Existía cierta expectación por conocer el contenido de este primer mensaje navideño del Jefe del Estado, y también morbo: había morbo por ver cómo trataba el rey el asunto de la imputación por corrupción de su hermana, la infanta Cristina de Borbón. Pocos se perdieron, pues, el citado mensaje.
Cambiando el despacho por el rinconcito de algún salón de Palacio –algo más diáfano, moderno, pero con las insustituibles fotos familiares–, Felipe VI pronunció puntual y bien leído su primer discurso navideño a los españoles a través de las cámaras de televisión.
Y resolvió la faena como cabía esperar: aburrido, con grandes deseos de todo tipo e insustancial para quien esperara más compromiso del primer servidor público frente a los problemas y las circunstancias que ahora preocupan a los ciudadanos en España.
Es verdad que abordó el problema de la corrupción cuando dijo que había que cortarla de raíz y sin contemplaciones. Pero le faltó añadir que, en un Estado de Derecho, nadie está por encima de la ley y, frente a ella, todos los ciudadanos son iguales.
Esa mínima referencia hubiera bastado para mostrar nítidamente su posición respecto a los problemas de corrupción que asolan incluso a su propia familia, en la persona de su hermana, la infanta Cristina.
También se refirió al paro como la primera prioridad a la que deberían enfrentarse nuestros gobernantes, pero confió su resolución a una economía que debía estar al servicio de las personas, cuando en este país la deuda figura como un deber prioritario en la Constitución frente a los derechos y servicios públicos reconocidos a los ciudadanos.
Citó el Estado de Bienestar como garantía de la atención a los más desfavorecidos y vulnerables, cuando desde el Gobierno se reducen prestaciones, se limitan derechos y se dejan sin partidas presupuestarias políticas tan necesarias como las ayudas a la Dependencia, entre otras.

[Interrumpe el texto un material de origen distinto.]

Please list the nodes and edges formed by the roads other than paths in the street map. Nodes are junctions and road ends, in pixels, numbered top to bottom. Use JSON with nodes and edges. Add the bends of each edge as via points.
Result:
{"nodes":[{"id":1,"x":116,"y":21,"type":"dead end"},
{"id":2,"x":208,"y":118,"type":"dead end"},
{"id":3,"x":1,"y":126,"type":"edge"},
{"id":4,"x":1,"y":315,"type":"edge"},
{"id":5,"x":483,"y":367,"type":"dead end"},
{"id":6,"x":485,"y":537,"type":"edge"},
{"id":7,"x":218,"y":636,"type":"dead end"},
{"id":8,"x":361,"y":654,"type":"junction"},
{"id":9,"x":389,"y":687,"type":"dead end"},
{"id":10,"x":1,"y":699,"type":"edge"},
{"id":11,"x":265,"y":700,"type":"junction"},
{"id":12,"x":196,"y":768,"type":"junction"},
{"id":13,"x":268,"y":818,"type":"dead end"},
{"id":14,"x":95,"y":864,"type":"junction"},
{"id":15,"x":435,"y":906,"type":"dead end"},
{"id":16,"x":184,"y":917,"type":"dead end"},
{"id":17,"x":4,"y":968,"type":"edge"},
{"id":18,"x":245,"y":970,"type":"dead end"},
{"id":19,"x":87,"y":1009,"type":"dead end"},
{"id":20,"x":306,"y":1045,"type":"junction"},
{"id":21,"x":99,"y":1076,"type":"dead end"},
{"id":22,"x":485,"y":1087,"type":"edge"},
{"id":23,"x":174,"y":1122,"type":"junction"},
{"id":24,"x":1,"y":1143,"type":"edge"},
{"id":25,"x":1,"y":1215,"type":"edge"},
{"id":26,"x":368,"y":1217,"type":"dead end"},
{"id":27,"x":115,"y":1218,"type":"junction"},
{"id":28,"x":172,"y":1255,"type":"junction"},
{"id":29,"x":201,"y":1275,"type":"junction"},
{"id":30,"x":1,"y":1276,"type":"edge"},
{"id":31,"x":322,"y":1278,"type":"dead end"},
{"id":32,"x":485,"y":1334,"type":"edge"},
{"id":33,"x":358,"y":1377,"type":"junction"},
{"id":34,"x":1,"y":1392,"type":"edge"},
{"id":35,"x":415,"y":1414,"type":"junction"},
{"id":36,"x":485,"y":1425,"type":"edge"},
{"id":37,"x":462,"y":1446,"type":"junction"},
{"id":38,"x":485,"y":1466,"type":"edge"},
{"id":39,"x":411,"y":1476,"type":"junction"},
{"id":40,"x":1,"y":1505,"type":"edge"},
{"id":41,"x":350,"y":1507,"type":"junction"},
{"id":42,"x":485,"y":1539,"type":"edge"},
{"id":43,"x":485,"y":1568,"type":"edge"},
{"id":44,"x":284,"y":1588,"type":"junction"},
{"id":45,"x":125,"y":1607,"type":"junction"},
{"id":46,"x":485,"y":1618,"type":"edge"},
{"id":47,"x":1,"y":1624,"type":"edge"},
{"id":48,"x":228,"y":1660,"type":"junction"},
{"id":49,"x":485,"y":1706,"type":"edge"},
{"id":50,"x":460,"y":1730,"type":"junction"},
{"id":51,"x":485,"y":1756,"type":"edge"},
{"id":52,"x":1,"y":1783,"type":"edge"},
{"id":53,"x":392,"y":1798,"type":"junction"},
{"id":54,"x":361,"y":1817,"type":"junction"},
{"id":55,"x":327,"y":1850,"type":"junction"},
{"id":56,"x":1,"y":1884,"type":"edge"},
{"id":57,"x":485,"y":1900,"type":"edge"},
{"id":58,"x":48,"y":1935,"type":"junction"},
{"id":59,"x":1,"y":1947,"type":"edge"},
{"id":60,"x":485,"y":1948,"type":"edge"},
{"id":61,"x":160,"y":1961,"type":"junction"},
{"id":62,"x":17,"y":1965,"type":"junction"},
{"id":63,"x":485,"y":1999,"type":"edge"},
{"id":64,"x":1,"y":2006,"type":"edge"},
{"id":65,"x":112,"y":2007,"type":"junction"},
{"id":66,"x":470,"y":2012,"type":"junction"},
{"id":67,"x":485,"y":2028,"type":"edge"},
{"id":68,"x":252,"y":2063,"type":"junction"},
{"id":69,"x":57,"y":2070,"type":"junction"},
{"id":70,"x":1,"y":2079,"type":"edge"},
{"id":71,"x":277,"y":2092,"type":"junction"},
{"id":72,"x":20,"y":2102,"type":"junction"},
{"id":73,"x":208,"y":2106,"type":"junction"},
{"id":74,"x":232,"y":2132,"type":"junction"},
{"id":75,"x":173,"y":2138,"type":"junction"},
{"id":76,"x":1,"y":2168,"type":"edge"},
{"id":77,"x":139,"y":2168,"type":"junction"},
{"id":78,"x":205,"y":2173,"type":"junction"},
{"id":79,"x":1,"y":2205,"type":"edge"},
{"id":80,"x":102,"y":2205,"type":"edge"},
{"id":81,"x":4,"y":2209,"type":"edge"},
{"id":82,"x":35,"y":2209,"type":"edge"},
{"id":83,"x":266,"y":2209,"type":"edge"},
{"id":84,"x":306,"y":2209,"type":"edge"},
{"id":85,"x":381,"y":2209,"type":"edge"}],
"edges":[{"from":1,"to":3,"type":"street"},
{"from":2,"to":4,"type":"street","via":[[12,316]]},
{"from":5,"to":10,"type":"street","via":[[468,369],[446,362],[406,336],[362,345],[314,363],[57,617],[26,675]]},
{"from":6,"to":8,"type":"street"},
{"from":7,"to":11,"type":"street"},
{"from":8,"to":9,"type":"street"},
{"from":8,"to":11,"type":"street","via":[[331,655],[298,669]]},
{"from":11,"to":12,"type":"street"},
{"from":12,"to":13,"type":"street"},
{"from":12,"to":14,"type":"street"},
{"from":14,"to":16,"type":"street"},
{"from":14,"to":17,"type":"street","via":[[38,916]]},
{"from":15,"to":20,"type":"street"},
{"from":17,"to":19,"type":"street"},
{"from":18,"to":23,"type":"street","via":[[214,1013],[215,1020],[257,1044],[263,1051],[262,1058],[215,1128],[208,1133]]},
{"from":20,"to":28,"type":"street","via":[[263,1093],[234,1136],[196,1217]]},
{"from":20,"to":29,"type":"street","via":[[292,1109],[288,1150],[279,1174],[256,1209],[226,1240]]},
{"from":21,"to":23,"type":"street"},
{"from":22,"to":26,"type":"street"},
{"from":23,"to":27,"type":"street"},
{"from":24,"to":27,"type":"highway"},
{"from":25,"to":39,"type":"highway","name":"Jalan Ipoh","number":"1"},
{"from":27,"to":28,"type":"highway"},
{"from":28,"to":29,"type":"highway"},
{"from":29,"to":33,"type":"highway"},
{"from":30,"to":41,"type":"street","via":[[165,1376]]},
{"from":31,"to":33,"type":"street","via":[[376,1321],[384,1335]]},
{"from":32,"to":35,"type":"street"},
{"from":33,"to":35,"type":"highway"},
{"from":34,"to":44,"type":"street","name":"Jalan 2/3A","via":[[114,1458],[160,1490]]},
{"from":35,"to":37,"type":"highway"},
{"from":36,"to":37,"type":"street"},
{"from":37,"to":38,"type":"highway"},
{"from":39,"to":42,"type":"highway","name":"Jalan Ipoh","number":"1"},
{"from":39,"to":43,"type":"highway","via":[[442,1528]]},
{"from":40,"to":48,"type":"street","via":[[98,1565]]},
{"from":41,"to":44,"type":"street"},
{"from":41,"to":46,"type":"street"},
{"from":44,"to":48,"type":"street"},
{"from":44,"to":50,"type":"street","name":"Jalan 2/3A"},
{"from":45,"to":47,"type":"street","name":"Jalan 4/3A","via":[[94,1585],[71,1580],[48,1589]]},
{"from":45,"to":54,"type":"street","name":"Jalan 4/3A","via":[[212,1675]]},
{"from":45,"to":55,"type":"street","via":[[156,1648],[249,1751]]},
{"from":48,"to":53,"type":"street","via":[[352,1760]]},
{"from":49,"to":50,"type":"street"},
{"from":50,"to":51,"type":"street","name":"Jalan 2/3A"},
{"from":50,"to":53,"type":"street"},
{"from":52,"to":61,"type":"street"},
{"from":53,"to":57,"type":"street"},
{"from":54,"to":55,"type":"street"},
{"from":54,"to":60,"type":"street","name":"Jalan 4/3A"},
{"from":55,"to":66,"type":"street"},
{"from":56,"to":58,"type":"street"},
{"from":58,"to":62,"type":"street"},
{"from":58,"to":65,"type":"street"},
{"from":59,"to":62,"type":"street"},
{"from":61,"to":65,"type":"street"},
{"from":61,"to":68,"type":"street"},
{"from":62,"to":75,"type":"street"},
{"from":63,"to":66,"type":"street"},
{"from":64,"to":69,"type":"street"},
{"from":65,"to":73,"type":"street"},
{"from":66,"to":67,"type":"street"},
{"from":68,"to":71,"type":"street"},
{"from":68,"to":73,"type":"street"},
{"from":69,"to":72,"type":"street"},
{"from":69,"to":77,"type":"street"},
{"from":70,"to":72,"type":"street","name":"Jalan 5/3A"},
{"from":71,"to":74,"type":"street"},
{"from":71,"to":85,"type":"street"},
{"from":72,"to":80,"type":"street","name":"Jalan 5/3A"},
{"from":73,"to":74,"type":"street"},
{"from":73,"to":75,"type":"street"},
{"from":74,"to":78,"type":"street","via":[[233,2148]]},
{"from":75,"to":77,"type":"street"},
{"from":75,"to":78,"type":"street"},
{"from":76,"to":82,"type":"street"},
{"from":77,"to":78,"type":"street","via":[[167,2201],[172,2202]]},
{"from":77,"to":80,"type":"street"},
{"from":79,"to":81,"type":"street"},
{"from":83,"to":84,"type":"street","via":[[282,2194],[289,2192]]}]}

Mostrar confianza en lo que se está desmontando y aniquilando para que el sector privado sea el que satisfaga las necesidades de la población no deja de ser un insulto a los vulnerables y a la inteligencia de todos.
El grave problema territorial que plantea Cataluña, con su ambición independentista, fue resuelto con apelaciones a los sentimientos y emociones que, a juicio del rey, nos unen formando un tronco común.
Reconoció en la Constitución de 1978 el instrumento más eficaz para aglutinar en la unidad del país las distintas identidades y sensibilidades de los pueblos de España, donde nadie es adversario de nadie.
Requirió esfuerzos para reencontrar los afectos y reclamó respeto a la Constitución, pero evitó pronunciarse sobre reformas de la Constitución, la configuración territorial del Estado y la necesidad de arbitrar políticamente respuestas a un enfrentamiento que vayan más allá de la mera exigencia de responsabilidades penales a los dirigentes catalanes.
Adobó todo su discurso con alusiones a la solidez de nuestra democracia, en la que hay que corregir fallos y acrecentar sus activos, con el objetivo de recuperar la confianza de los ciudadanos en las instituciones.
Hizo un llamamiento a la regeneración política y a preservar la unidad de España desde la pluralidad, pero sin dedicar ni una palabra a las nuevas iniciativas ciudadanas que responden a estos planteamientos, buscan superar los límites actuales y desean airear la política del aire contaminado en que está inmersa.
En definitiva, el nuevo menaje del rey sonaba a viejo, a repetido y anquilosado discurso de una institución y su representante, el rey, que no se adecua a los tiempos que vivimos, no profundiza en sus problemas y no conecta con las demandas y aspiraciones de la sociedad española del siglo veintiuno. Tras tanta expectación, sólo hemos escuchado el primer mensaje insustancial del rey Felipe VI.